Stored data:

——

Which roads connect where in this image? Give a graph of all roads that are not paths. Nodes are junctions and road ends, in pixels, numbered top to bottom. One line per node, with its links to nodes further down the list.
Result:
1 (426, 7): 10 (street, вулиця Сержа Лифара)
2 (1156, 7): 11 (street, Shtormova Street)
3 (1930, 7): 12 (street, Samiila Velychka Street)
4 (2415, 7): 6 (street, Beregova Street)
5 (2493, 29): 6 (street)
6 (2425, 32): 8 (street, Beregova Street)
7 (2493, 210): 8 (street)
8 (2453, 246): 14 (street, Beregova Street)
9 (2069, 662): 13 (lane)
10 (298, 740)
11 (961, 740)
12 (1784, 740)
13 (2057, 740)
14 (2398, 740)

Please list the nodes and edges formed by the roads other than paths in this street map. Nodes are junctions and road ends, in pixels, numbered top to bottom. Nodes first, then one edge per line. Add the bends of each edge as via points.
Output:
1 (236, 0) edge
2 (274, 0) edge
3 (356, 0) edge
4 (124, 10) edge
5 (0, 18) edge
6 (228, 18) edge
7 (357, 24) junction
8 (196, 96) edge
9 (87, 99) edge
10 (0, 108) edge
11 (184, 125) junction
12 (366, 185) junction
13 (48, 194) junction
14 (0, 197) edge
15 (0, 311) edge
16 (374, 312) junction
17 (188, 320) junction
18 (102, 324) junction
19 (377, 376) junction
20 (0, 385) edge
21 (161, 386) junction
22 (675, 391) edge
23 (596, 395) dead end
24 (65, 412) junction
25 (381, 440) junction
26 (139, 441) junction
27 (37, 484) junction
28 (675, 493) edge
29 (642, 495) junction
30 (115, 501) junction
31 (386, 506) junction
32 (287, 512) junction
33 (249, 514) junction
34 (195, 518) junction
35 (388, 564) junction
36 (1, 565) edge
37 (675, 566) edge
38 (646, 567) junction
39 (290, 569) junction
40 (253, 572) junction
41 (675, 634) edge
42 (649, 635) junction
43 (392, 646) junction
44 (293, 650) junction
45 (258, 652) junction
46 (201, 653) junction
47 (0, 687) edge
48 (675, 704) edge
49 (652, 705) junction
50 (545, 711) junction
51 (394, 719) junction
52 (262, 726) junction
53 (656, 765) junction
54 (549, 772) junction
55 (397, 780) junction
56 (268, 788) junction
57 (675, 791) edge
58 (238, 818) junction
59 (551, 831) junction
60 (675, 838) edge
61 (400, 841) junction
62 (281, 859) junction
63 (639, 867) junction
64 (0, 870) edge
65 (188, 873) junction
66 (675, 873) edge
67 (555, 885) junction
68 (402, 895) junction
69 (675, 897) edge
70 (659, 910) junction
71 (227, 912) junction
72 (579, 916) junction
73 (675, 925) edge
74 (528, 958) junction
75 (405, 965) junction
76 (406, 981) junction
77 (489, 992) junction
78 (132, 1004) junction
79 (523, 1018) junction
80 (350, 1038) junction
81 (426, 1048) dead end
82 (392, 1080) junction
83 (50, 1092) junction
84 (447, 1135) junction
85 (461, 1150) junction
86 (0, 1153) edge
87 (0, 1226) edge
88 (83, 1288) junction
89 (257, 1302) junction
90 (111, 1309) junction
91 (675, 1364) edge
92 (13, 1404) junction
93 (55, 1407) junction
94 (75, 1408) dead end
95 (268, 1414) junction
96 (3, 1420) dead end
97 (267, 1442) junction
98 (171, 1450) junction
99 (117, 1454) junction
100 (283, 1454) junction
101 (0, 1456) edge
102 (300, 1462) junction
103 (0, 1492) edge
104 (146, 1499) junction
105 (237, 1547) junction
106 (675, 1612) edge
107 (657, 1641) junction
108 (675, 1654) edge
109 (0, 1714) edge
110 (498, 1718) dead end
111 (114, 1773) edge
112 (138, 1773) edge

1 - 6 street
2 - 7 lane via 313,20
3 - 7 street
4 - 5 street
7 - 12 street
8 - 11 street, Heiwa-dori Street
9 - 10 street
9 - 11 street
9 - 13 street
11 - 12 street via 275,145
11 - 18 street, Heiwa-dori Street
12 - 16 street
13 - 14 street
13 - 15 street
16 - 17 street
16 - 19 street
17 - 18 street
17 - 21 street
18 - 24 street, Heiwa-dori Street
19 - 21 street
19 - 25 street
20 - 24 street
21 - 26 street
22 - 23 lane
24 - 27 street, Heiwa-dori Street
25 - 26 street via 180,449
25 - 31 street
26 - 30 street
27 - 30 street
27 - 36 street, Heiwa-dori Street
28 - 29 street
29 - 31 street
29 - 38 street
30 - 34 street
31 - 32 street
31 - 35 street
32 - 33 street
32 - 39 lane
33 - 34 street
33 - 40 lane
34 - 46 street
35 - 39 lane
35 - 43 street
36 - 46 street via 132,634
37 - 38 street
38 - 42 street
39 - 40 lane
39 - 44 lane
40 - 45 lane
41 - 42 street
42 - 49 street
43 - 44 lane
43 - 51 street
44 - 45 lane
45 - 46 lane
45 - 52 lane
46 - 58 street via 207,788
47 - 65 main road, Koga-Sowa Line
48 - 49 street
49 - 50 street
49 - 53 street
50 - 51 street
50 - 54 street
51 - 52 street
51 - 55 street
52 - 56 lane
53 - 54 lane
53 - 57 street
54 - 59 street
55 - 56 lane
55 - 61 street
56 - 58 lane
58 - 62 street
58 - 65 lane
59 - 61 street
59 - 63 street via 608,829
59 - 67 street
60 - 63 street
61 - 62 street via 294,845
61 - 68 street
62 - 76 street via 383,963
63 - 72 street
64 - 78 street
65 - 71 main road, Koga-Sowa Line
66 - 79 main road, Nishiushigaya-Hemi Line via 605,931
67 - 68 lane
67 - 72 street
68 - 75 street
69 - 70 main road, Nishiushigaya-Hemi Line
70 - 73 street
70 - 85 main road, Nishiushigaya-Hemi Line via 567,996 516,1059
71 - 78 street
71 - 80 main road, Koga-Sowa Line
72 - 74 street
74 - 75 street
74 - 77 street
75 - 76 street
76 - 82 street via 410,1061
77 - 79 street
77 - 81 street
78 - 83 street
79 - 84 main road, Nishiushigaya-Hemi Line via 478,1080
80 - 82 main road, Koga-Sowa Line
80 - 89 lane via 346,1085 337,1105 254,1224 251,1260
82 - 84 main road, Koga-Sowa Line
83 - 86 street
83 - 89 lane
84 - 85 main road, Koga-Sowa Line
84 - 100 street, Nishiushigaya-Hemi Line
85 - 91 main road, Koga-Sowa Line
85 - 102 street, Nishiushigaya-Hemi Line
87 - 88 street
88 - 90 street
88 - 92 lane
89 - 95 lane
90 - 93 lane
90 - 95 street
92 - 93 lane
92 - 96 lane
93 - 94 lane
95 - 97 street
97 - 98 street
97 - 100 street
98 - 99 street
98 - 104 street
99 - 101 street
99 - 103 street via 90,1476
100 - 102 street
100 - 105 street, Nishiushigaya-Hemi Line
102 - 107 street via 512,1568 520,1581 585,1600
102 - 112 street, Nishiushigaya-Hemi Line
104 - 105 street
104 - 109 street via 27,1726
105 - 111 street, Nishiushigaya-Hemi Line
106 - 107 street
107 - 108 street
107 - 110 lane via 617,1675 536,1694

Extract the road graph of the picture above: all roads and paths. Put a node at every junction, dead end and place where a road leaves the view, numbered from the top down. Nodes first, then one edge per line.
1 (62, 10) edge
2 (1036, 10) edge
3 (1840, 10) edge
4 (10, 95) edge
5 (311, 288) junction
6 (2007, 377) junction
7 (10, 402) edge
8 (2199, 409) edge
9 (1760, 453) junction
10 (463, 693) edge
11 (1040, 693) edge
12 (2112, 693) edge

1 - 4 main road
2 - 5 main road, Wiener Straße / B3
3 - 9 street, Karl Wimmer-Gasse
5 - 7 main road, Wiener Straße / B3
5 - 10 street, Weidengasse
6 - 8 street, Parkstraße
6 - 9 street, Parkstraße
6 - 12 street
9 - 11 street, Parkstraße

——

Looking at the records, how many lines include "dori"? Respond with the number only.

*Solution to the problem*
5